**Work to be completed**
Your answer must repeat all of the entries word for word, without any images.

**Task material**
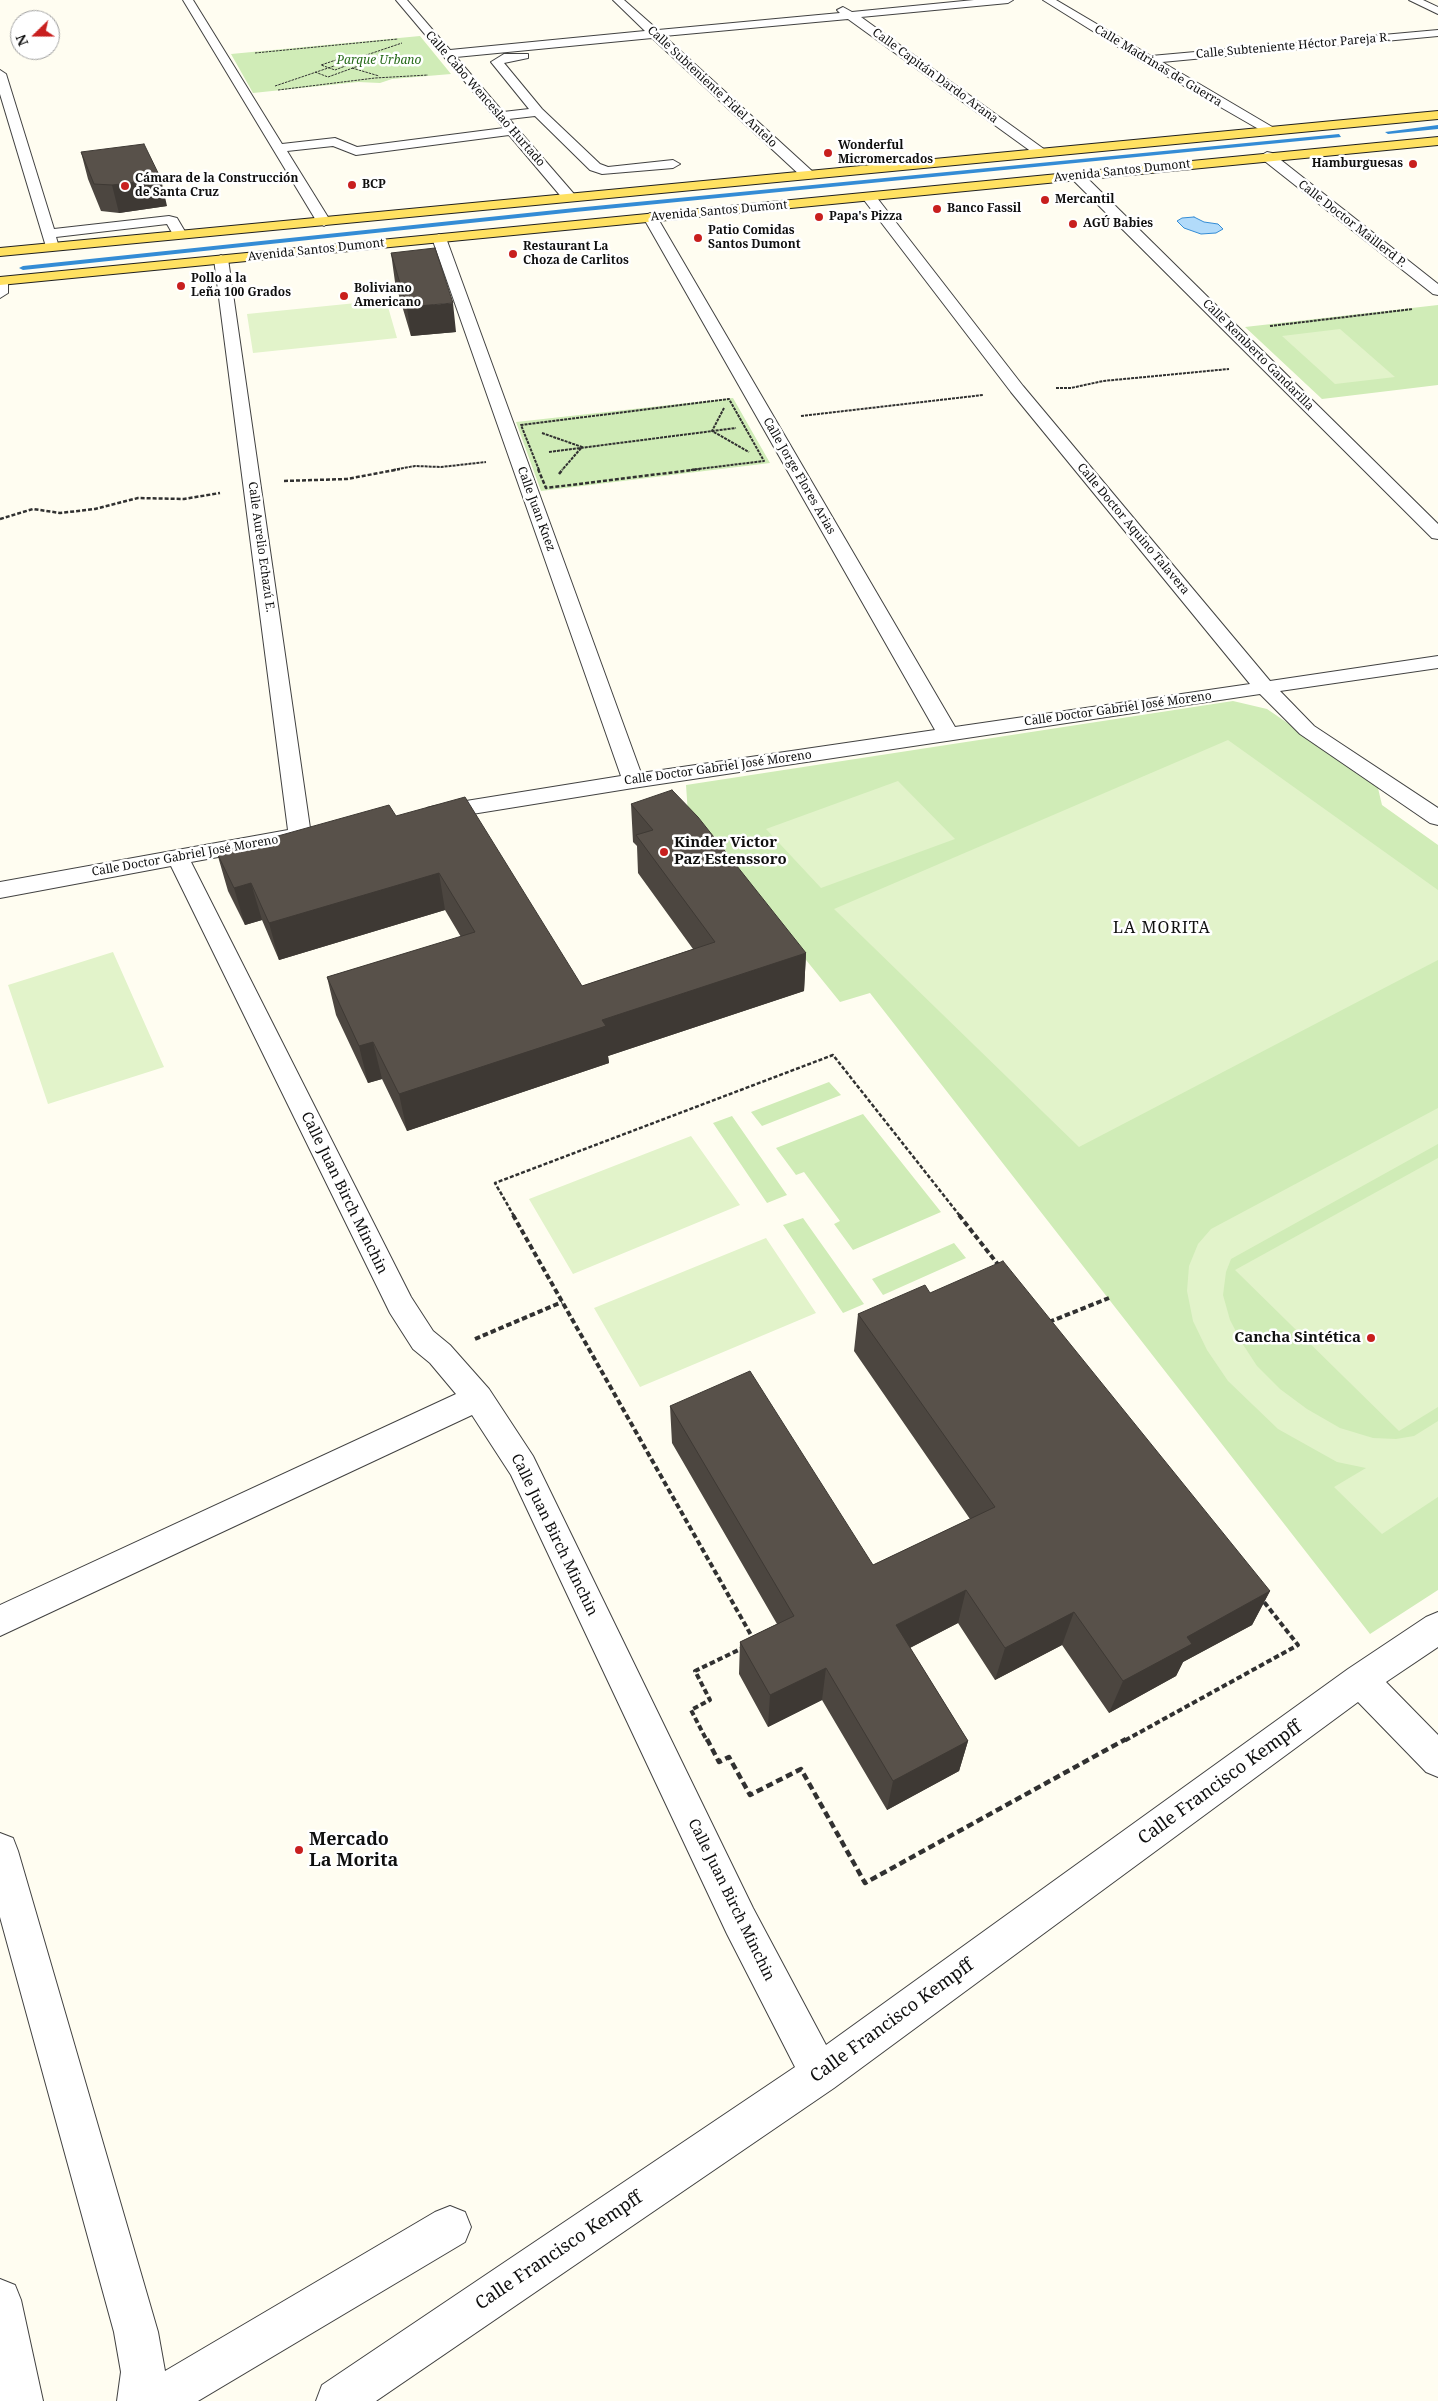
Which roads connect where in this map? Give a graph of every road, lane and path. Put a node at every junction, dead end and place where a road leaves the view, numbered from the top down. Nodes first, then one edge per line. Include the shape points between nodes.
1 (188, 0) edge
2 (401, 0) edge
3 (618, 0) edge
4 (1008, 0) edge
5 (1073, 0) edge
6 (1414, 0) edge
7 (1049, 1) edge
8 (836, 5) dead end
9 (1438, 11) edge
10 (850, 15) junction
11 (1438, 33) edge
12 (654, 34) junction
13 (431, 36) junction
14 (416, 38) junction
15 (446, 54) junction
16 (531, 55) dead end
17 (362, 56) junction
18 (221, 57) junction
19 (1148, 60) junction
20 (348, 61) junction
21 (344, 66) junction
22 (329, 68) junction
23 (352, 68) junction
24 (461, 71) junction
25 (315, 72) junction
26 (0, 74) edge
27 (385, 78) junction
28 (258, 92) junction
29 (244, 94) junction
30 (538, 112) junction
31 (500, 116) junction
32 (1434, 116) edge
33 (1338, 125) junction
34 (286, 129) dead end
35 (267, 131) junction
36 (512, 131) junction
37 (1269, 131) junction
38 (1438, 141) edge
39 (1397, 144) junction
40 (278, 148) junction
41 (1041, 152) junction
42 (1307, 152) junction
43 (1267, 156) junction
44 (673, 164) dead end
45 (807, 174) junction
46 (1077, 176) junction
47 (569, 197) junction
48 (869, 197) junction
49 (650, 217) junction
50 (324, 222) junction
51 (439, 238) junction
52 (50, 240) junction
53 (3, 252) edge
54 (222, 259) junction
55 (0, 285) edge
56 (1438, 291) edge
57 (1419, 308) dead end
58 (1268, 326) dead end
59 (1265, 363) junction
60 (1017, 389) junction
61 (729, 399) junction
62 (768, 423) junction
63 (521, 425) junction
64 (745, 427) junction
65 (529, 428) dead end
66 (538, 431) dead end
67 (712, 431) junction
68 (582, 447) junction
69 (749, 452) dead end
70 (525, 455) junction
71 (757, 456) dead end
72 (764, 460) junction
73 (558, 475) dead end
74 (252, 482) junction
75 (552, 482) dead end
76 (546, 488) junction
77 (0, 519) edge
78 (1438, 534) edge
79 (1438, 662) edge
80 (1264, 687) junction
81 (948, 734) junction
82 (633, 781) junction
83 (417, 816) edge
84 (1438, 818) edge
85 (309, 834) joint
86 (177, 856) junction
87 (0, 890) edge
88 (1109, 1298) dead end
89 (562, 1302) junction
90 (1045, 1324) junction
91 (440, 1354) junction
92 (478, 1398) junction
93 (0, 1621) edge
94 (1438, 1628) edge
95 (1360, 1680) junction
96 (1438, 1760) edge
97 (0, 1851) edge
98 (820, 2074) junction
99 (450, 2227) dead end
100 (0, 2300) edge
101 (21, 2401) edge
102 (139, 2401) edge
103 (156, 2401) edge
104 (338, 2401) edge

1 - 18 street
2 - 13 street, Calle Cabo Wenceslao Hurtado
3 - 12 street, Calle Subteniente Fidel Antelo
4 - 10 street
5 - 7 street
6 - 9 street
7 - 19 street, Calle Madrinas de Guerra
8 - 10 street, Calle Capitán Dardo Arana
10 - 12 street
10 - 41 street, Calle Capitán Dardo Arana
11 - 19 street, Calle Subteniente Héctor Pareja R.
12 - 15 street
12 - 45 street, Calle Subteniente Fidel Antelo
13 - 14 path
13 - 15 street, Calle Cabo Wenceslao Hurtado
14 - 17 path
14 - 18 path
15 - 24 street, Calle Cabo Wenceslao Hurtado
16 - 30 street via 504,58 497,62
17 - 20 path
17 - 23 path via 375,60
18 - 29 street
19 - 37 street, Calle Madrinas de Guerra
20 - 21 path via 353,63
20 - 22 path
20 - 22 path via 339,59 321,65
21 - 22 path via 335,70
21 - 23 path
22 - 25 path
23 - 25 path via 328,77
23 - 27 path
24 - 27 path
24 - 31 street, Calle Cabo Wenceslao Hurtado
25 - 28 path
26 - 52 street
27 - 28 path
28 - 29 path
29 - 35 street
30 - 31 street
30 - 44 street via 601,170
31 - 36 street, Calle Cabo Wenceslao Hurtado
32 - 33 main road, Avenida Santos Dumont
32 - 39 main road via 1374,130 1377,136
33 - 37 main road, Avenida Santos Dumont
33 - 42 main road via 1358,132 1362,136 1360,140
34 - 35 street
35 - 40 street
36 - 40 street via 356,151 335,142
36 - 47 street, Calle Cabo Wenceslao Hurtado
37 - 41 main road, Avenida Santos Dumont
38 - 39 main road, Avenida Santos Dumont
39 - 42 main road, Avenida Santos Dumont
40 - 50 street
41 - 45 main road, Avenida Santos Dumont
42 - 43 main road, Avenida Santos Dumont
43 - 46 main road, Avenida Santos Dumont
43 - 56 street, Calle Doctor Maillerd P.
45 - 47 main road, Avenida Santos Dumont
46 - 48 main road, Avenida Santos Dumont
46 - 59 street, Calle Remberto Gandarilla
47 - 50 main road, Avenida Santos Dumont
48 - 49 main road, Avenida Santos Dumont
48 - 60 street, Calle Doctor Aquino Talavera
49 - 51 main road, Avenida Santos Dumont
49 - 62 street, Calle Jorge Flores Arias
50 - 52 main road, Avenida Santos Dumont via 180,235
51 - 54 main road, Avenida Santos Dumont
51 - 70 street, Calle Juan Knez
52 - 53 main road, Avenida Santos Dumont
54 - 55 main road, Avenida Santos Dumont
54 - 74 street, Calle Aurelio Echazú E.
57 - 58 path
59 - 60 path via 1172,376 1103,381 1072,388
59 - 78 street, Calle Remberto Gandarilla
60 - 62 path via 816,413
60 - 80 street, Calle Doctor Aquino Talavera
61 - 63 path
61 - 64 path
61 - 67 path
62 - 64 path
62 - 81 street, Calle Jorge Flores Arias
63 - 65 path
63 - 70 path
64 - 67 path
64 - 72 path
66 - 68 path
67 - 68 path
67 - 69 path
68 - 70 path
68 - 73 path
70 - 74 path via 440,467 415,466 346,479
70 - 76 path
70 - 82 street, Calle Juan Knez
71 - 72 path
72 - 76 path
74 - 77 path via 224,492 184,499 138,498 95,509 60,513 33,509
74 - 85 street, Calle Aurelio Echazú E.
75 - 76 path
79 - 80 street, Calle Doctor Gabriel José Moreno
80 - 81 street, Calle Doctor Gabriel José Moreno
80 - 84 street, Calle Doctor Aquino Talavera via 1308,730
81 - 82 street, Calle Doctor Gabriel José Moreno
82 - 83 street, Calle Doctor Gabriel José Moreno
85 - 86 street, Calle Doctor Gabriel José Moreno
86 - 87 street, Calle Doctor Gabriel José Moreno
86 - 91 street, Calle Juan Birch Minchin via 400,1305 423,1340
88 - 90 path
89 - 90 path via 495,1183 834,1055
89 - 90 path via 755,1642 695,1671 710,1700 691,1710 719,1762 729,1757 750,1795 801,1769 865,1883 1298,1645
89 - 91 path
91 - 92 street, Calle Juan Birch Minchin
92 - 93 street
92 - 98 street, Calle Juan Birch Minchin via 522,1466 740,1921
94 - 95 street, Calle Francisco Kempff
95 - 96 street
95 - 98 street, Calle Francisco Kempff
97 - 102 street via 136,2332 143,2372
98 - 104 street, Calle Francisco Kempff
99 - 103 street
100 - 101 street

**Solved exercise**
Which roads connect where in this map? Give a graph of every road, lane and path. Put a node at every junction, dead end and place where a road leaves the view, numbered from the top down. Nodes first, then one edge per line. Include the shape points between nodes.
1 (188, 0) edge
2 (401, 0) edge
3 (618, 0) edge
4 (1008, 0) edge
5 (1073, 0) edge
6 (1414, 0) edge
7 (1049, 1) edge
8 (836, 5) dead end
9 (1438, 11) edge
10 (850, 15) junction
11 (1438, 33) edge
12 (654, 34) junction
13 (431, 36) junction
14 (416, 38) junction
15 (446, 54) junction
16 (531, 55) dead end
17 (362, 56) junction
18 (221, 57) junction
19 (1148, 60) junction
20 (348, 61) junction
21 (344, 66) junction
22 (329, 68) junction
23 (352, 68) junction
24 (461, 71) junction
25 (315, 72) junction
26 (0, 74) edge
27 (385, 78) junction
28 (258, 92) junction
29 (244, 94) junction
30 (538, 112) junction
31 (500, 116) junction
32 (1434, 116) edge
33 (1338, 125) junction
34 (286, 129) dead end
35 (267, 131) junction
36 (512, 131) junction
37 (1269, 131) junction
38 (1438, 141) edge
39 (1397, 144) junction
40 (278, 148) junction
41 (1041, 152) junction
42 (1307, 152) junction
43 (1267, 156) junction
44 (673, 164) dead end
45 (807, 174) junction
46 (1077, 176) junction
47 (569, 197) junction
48 (869, 197) junction
49 (650, 217) junction
50 (324, 222) junction
51 (439, 238) junction
52 (50, 240) junction
53 (3, 252) edge
54 (222, 259) junction
55 (0, 285) edge
56 (1438, 291) edge
57 (1419, 308) dead end
58 (1268, 326) dead end
59 (1265, 363) junction
60 (1017, 389) junction
61 (729, 399) junction
62 (768, 423) junction
63 (521, 425) junction
64 (745, 427) junction
65 (529, 428) dead end
66 (538, 431) dead end
67 (712, 431) junction
68 (582, 447) junction
69 (749, 452) dead end
70 (525, 455) junction
71 (757, 456) dead end
72 (764, 460) junction
73 (558, 475) dead end
74 (252, 482) junction
75 (552, 482) dead end
76 (546, 488) junction
77 (0, 519) edge
78 (1438, 534) edge
79 (1438, 662) edge
80 (1264, 687) junction
81 (948, 734) junction
82 (633, 781) junction
83 (417, 816) edge
84 (1438, 818) edge
85 (309, 834) joint
86 (177, 856) junction
87 (0, 890) edge
88 (1109, 1298) dead end
89 (562, 1302) junction
90 (1045, 1324) junction
91 (440, 1354) junction
92 (478, 1398) junction
93 (0, 1621) edge
94 (1438, 1628) edge
95 (1360, 1680) junction
96 (1438, 1760) edge
97 (0, 1851) edge
98 (820, 2074) junction
99 (450, 2227) dead end
100 (0, 2300) edge
101 (21, 2401) edge
102 (139, 2401) edge
103 (156, 2401) edge
104 (338, 2401) edge

1 - 18 street
2 - 13 street, Calle Cabo Wenceslao Hurtado
3 - 12 street, Calle Subteniente Fidel Antelo
4 - 10 street
5 - 7 street
6 - 9 street
7 - 19 street, Calle Madrinas de Guerra
8 - 10 street, Calle Capitán Dardo Arana
10 - 12 street
10 - 41 street, Calle Capitán Dardo Arana
11 - 19 street, Calle Subteniente Héctor Pareja R.
12 - 15 street
12 - 45 street, Calle Subteniente Fidel Antelo
13 - 14 path
13 - 15 street, Calle Cabo Wenceslao Hurtado
14 - 17 path
14 - 18 path
15 - 24 street, Calle Cabo Wenceslao Hurtado
16 - 30 street via 504,58 497,62
17 - 20 path
17 - 23 path via 375,60
18 - 29 street
19 - 37 street, Calle Madrinas de Guerra
20 - 21 path via 353,63
20 - 22 path
20 - 22 path via 339,59 321,65
21 - 22 path via 335,70
21 - 23 path
22 - 25 path
23 - 25 path via 328,77
23 - 27 path
24 - 27 path
24 - 31 street, Calle Cabo Wenceslao Hurtado
25 - 28 path
26 - 52 street
27 - 28 path
28 - 29 path
29 - 35 street
30 - 31 street
30 - 44 street via 601,170
31 - 36 street, Calle Cabo Wenceslao Hurtado
32 - 33 main road, Avenida Santos Dumont
32 - 39 main road via 1374,130 1377,136
33 - 37 main road, Avenida Santos Dumont
33 - 42 main road via 1358,132 1362,136 1360,140
34 - 35 street
35 - 40 street
36 - 40 street via 356,151 335,142
36 - 47 street, Calle Cabo Wenceslao Hurtado
37 - 41 main road, Avenida Santos Dumont
38 - 39 main road, Avenida Santos Dumont
39 - 42 main road, Avenida Santos Dumont
40 - 50 street
41 - 45 main road, Avenida Santos Dumont
42 - 43 main road, Avenida Santos Dumont
43 - 46 main road, Avenida Santos Dumont
43 - 56 street, Calle Doctor Maillerd P.
45 - 47 main road, Avenida Santos Dumont
46 - 48 main road, Avenida Santos Dumont
46 - 59 street, Calle Remberto Gandarilla
47 - 50 main road, Avenida Santos Dumont
48 - 49 main road, Avenida Santos Dumont
48 - 60 street, Calle Doctor Aquino Talavera
49 - 51 main road, Avenida Santos Dumont
49 - 62 street, Calle Jorge Flores Arias
50 - 52 main road, Avenida Santos Dumont via 180,235
51 - 54 main road, Avenida Santos Dumont
51 - 70 street, Calle Juan Knez
52 - 53 main road, Avenida Santos Dumont
54 - 55 main road, Avenida Santos Dumont
54 - 74 street, Calle Aurelio Echazú E.
57 - 58 path
59 - 60 path via 1172,376 1103,381 1072,388
59 - 78 street, Calle Remberto Gandarilla
60 - 62 path via 816,413
60 - 80 street, Calle Doctor Aquino Talavera
61 - 63 path
61 - 64 path
61 - 67 path
62 - 64 path
62 - 81 street, Calle Jorge Flores Arias
63 - 65 path
63 - 70 path
64 - 67 path
64 - 72 path
66 - 68 path
67 - 68 path
67 - 69 path
68 - 70 path
68 - 73 path
70 - 74 path via 440,467 415,466 346,479
70 - 76 path
70 - 82 street, Calle Juan Knez
71 - 72 path
72 - 76 path
74 - 77 path via 224,492 184,499 138,498 95,509 60,513 33,509
74 - 85 street, Calle Aurelio Echazú E.
75 - 76 path
79 - 80 street, Calle Doctor Gabriel José Moreno
80 - 81 street, Calle Doctor Gabriel José Moreno
80 - 84 street, Calle Doctor Aquino Talavera via 1308,730
81 - 82 street, Calle Doctor Gabriel José Moreno
82 - 83 street, Calle Doctor Gabriel José Moreno
85 - 86 street, Calle Doctor Gabriel José Moreno
86 - 87 street, Calle Doctor Gabriel José Moreno
86 - 91 street, Calle Juan Birch Minchin via 400,1305 423,1340
88 - 90 path
89 - 90 path via 495,1183 834,1055
89 - 90 path via 755,1642 695,1671 710,1700 691,1710 719,1762 729,1757 750,1795 801,1769 865,1883 1298,1645
89 - 91 path
91 - 92 street, Calle Juan Birch Minchin
92 - 93 street
92 - 98 street, Calle Juan Birch Minchin via 522,1466 740,1921
94 - 95 street, Calle Francisco Kempff
95 - 96 street
95 - 98 street, Calle Francisco Kempff
97 - 102 street via 136,2332 143,2372
98 - 104 street, Calle Francisco Kempff
99 - 103 street
100 - 101 street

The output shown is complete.